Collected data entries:
▼

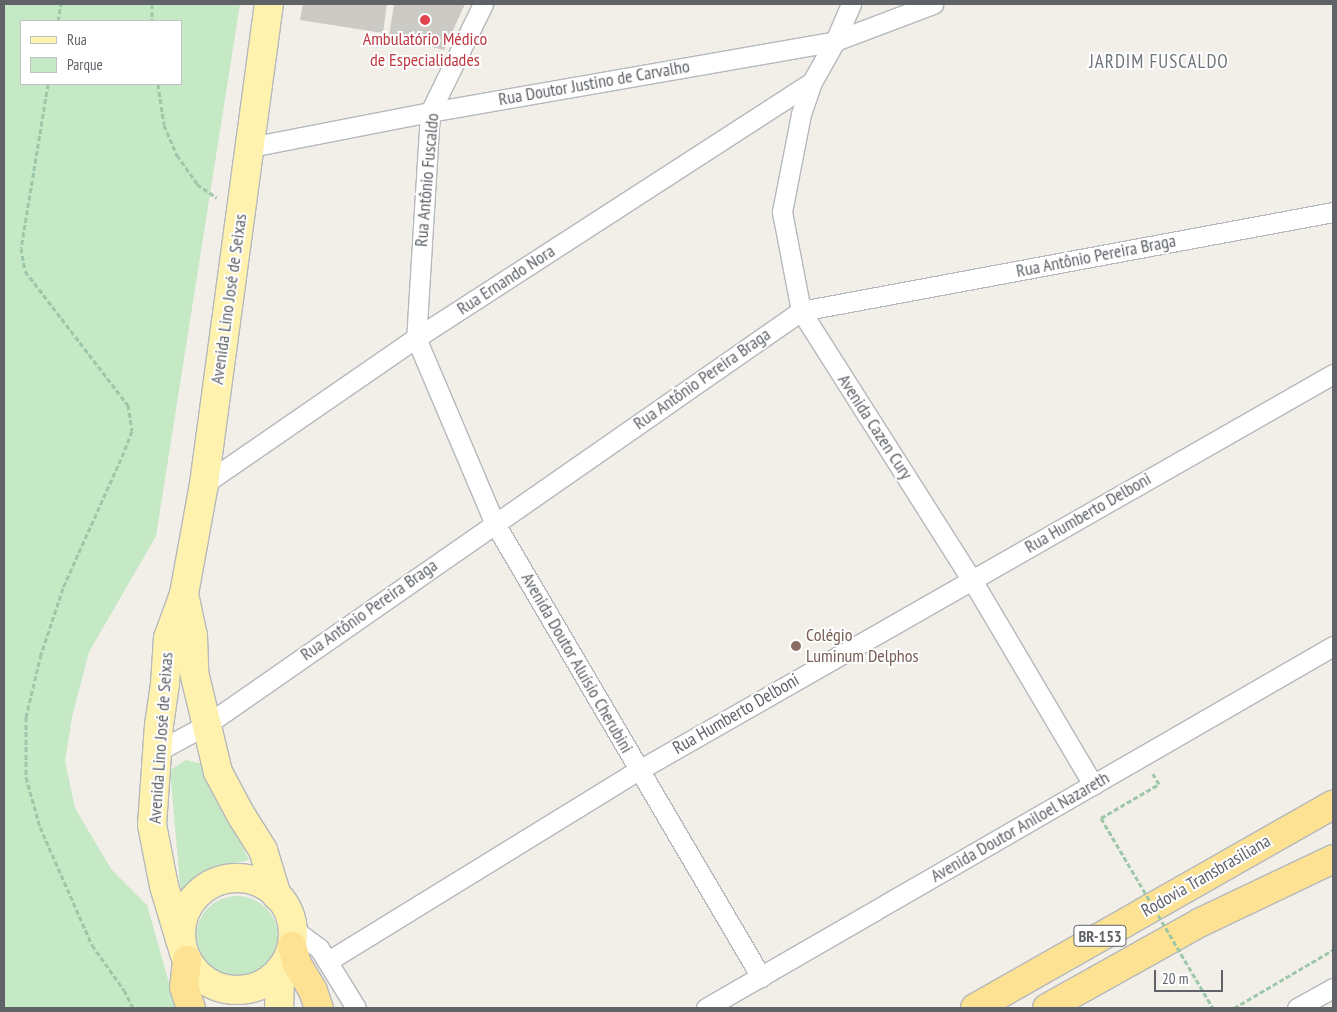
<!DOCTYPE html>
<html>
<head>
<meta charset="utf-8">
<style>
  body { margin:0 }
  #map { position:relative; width:1337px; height:1012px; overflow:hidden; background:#f1efe8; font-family:"PT Sans Narrow",sans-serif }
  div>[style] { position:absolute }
  .green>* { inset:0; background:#c5e8c5 }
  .round { border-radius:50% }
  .building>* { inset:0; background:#cccac5 }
  .path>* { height:3px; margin-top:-1.5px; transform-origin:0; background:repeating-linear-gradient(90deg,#9cc7a9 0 5px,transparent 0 7.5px) }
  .roads { filter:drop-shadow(1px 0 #b5b8bc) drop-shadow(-1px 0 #b5b8bc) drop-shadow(0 1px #b5b8bc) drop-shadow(0 -1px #b5b8bc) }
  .street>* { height:19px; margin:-9.5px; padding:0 9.5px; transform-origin:9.5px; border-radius:9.5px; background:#fff }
  .primary>* { height:28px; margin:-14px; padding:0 14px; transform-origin:14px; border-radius:14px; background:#fff2af }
  .primary>.ring { margin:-14px; padding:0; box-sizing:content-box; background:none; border:28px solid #fff2af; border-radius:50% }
  .highway>* { height:28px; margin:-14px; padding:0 14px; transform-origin:14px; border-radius:14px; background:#fde293 }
  .path-bridge>* { height:3px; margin-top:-1.5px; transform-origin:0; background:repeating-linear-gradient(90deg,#9cc7a9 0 5px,transparent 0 7.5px) }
  .dots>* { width:14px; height:14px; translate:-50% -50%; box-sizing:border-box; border:2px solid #fff; border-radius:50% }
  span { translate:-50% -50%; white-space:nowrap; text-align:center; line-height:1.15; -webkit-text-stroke:4px #fff; paint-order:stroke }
  .shield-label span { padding:1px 4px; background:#fff; border:1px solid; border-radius:4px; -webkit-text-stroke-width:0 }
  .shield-label { font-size:16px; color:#5f6368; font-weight:700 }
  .health-label { font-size:18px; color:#be3a42 }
  .street-label { font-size:18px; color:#5f6368 }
  .education-label { font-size:18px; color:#785e54 }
  .left { translate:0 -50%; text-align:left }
  .neighbourhood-label { font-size:19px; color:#70757a; letter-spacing:1px }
  .frame { position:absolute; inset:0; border:5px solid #5f6368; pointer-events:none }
  .legend { position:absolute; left:20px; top:20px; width:162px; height:65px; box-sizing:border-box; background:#fff; border:1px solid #bfc1c3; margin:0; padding:6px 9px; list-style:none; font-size:15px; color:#5f6368 }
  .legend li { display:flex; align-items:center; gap:10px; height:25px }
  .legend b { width:25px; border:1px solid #bfc1c3 }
  .scale { position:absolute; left:1154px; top:970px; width:69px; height:22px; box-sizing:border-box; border:2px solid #5f6368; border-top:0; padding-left:6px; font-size:15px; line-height:18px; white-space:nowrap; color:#5f6368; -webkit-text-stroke:4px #fff; paint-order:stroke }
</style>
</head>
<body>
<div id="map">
  <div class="green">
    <i style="clip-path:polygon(evenodd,4px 4px,240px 4px,156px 536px,89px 652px,72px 717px,65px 761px,75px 808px,111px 869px,147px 905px,176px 1008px,4px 1008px,4px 4px,21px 21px,181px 21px,181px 84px,21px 84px,21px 21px)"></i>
    <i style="clip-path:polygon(186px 760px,202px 764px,249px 860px,213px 868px,181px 895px,170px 770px)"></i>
    <i class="round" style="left:196px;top:896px;width:82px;height:82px"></i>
  </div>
  <div class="building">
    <i style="clip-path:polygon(303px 4px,387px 4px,383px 33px,300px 20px)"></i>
    <i style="clip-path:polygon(394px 4px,465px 4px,444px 50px,389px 36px)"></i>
  </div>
  <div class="path">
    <i style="left:152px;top:4px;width:17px;rotate:90deg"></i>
    <i style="left:58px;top:21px;width:17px;rotate:-80deg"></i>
    <i style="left:48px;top:84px;width:166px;rotate:99.3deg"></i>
    <i style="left:21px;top:248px;width:23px;rotate:80deg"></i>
    <i style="left:25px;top:271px;width:169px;rotate:52.5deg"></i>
    <i style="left:128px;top:405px;width:26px;rotate:81deg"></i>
    <i style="left:132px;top:431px;width:22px;rotate:111deg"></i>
    <i style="left:124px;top:452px;width:149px;rotate:114.2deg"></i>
    <i style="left:63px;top:588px;width:70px;rotate:108.4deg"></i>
    <i style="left:41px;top:654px;width:65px;rotate:103.4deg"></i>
    <i style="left:26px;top:717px;width:60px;rotate:90deg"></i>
    <i style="left:26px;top:777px;width:52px;rotate:74.4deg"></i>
    <i style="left:40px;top:827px;width:129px;rotate:66.2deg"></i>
    <i style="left:92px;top:945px;width:55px;rotate:54.6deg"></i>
    <i style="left:124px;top:990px;width:20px;rotate:63deg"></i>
    <i style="left:158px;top:84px;width:41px;rotate:81.7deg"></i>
    <i style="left:164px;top:125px;width:33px;rotate:67deg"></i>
    <i style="left:177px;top:155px;width:35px;rotate:55deg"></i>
    <i style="left:197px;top:184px;width:24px;rotate:35deg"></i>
    <i style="left:1101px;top:818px;width:67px;rotate:-30.4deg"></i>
    <i style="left:1159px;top:784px;width:12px;rotate:-121deg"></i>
    <i style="left:1234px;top:1008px;width:115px;rotate:-30.4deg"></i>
  </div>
  <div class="roads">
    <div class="street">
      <i style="left:483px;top:4px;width:120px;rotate:116.1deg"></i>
      <i style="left:430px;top:112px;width:226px;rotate:93.5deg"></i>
      <i style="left:416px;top:338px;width:200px;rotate:67deg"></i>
      <i style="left:494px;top:522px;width:528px;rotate:59.6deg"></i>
      <i style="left:851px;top:4px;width:40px;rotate:113.4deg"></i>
      <i style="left:835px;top:41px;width:47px;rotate:119.3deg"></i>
      <i style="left:812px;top:82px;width:34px;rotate:109deg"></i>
      <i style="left:801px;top:114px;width:100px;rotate:101deg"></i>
      <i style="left:782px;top:212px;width:101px;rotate:79.1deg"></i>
      <i style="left:801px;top:311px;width:319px;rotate:57.6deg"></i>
      <i style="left:972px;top:580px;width:238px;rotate:59.4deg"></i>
      <i style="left:250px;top:147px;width:183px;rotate:-11deg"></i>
      <i style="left:430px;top:112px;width:411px;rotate:-9.9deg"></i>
      <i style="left:835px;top:41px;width:105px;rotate:-20.7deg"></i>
      <i style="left:204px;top:484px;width:257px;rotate:-34.6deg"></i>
      <i style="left:416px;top:338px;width:472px;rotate:-32.9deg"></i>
      <i style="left:156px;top:752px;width:57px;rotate:-28.4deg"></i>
      <i style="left:206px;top:725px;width:725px;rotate:-34.83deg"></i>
      <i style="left:801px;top:311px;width:541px;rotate:-10.54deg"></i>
      <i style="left:292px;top:928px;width:34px;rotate:37deg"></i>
      <i style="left:319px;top:948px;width:70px;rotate:58.3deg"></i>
      <i style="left:328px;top:961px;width:365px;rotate:-31.6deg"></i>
      <i style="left:639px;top:770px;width:799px;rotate:-29.71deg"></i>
      <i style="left:706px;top:1008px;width:724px;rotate:-30deg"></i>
      <i style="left:1297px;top:1008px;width:41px;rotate:-29.1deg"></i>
    </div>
    <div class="primary">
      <i style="left:184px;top:594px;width:43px;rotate:77.9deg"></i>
      <i style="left:193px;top:636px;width:36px;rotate:88deg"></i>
      <i style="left:194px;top:672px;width:103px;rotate:76.5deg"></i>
      <i style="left:218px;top:772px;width:49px;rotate:61.9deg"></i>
      <i style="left:241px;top:815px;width:41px;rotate:57.8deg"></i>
      <i style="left:263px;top:850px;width:48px;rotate:73.1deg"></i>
      <i class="ring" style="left:181px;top:878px;width:84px;height:84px"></i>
      <i style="left:181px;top:943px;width:59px;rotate:-106.6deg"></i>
      <i style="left:164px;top:886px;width:62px;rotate:-101.1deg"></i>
      <i style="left:152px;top:825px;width:100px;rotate:-86deg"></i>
      <i style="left:159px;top:725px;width:41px;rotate:-81.7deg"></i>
      <i style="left:165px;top:684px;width:46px;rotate:-86.3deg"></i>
      <i style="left:168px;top:638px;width:47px;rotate:-70deg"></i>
      <i style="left:184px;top:594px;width:112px;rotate:-79.7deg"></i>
      <i style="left:204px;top:484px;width:484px;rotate:-82.3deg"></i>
      <i style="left:279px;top:1008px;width:38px;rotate:-88deg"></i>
    </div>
    <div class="highway">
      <i style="left:292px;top:946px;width:19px;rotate:74deg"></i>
      <i style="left:297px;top:964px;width:31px;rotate:59deg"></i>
      <i style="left:313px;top:991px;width:18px;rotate:71deg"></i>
      <i style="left:187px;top:960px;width:27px;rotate:96deg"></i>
      <i style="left:184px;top:987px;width:22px;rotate:72deg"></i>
      <i style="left:975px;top:1008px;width:412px;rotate:-29.6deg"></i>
      <i style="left:1047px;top:1008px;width:174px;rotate:-29.2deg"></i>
      <i style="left:1199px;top:923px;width:148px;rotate:-25.5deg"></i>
    </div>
  </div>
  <div class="path-bridge">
    <i style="left:1101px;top:818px;width:221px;rotate:59.5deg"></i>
  </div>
  <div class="dots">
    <i style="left:425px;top:20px;background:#e0444e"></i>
    <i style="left:796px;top:646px;background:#8d6e63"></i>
  </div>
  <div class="shield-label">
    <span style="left:1100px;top:936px">BR-153</span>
  </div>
  <div class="health-label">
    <span style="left:425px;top:50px">Ambulatório Médico<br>de Especialidades</span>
  </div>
  <div class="street-label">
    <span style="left:594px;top:83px;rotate:-10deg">Rua Doutor Justino de Carvalho</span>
    <span style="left:427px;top:180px;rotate:-85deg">Rua Antônio Fuscaldo</span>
    <span style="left:1096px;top:256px;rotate:-11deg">Rua Antônio Pereira Braga</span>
    <span style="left:506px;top:280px;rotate:-33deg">Rua Ernando Nora</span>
    <span style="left:229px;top:299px;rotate:-82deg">Avenida Lino José de Seixas</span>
    <span style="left:702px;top:379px;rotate:-35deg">Rua Antônio Pereira Braga</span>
    <span style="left:875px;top:427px;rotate:57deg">Avenida Cazen Cury</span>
    <span style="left:1088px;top:513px;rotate:-30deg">Rua Humberto Delboni</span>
    <span style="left:369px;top:610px;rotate:-35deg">Rua Antônio Pereira Braga</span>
    <span style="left:577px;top:663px;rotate:60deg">Avenida Doutor Aluísio Cherubini</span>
    <span style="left:736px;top:714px;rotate:-30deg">Rua Humberto Delboni</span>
    <span style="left:161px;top:738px;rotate:-86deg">Avenida Lino José de Seixas</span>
    <span style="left:1020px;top:827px;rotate:-30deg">Avenida Doutor Aniloel Nazareth</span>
    <span style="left:1206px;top:876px;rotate:-30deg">Rodovia Transbrasiliana</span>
  </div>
  <div class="education-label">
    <span class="left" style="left:806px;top:646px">Colégio<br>Luminum Delphos</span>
  </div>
  <div class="neighbourhood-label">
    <span style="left:1159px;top:62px">JARDIM FUSCALDO</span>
  </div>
  <div class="frame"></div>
  <ul class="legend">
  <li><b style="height:6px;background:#fff2af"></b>Rua</li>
  <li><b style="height:14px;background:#c5e8c5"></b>Parque</li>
  </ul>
  <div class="scale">20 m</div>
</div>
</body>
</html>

▲

=== What the task requires ===
Restate word for word the entries above, starting at the line with "height:19px; margin:-9.5px; padding:0" and ending at the line with "display:flex; align-items:center; gap:10px;", inclusive, and no others.

=== Solution for this task ===
  .street>* { height:19px; margin:-9.5px; padding:0 9.5px; transform-origin:9.5px; border-radius:9.5px; background:#fff }
  .primary>* { height:28px; margin:-14px; padding:0 14px; transform-origin:14px; border-radius:14px; background:#fff2af }
  .primary>.ring { margin:-14px; padding:0; box-sizing:content-box; background:none; border:28px solid #fff2af; border-radius:50% }
  .highway>* { height:28px; margin:-14px; padding:0 14px; transform-origin:14px; border-radius:14px; background:#fde293 }
  .path-bridge>* { height:3px; margin-top:-1.5px; transform-origin:0; background:repeating-linear-gradient(90deg,#9cc7a9 0 5px,transparent 0 7.5px) }
  .dots>* { width:14px; height:14px; translate:-50% -50%; box-sizing:border-box; border:2px solid #fff; border-radius:50% }
  span { translate:-50% -50%; white-space:nowrap; text-align:center; line-height:1.15; -webkit-text-stroke:4px #fff; paint-order:stroke }
  .shield-label span { padding:1px 4px; background:#fff; border:1px solid; border-radius:4px; -webkit-text-stroke-width:0 }
  .shield-label { font-size:16px; color:#5f6368; font-weight:700 }
  .health-label { font-size:18px; color:#be3a42 }
  .street-label { font-size:18px; color:#5f6368 }
  .education-label { font-size:18px; color:#785e54 }
  .left { translate:0 -50%; text-align:left }
  .neighbourhood-label { font-size:19px; color:#70757a; letter-spacing:1px }
  .frame { position:absolute; inset:0; border:5px solid #5f6368; pointer-events:none }
  .legend { position:absolute; left:20px; top:20px; width:162px; height:65px; box-sizing:border-box; background:#fff; border:1px solid #bfc1c3; margin:0; padding:6px 9px; list-style:none; font-size:15px; color:#5f6368 }
  .legend li { display:flex; align-items:center; gap:10px; height:25px }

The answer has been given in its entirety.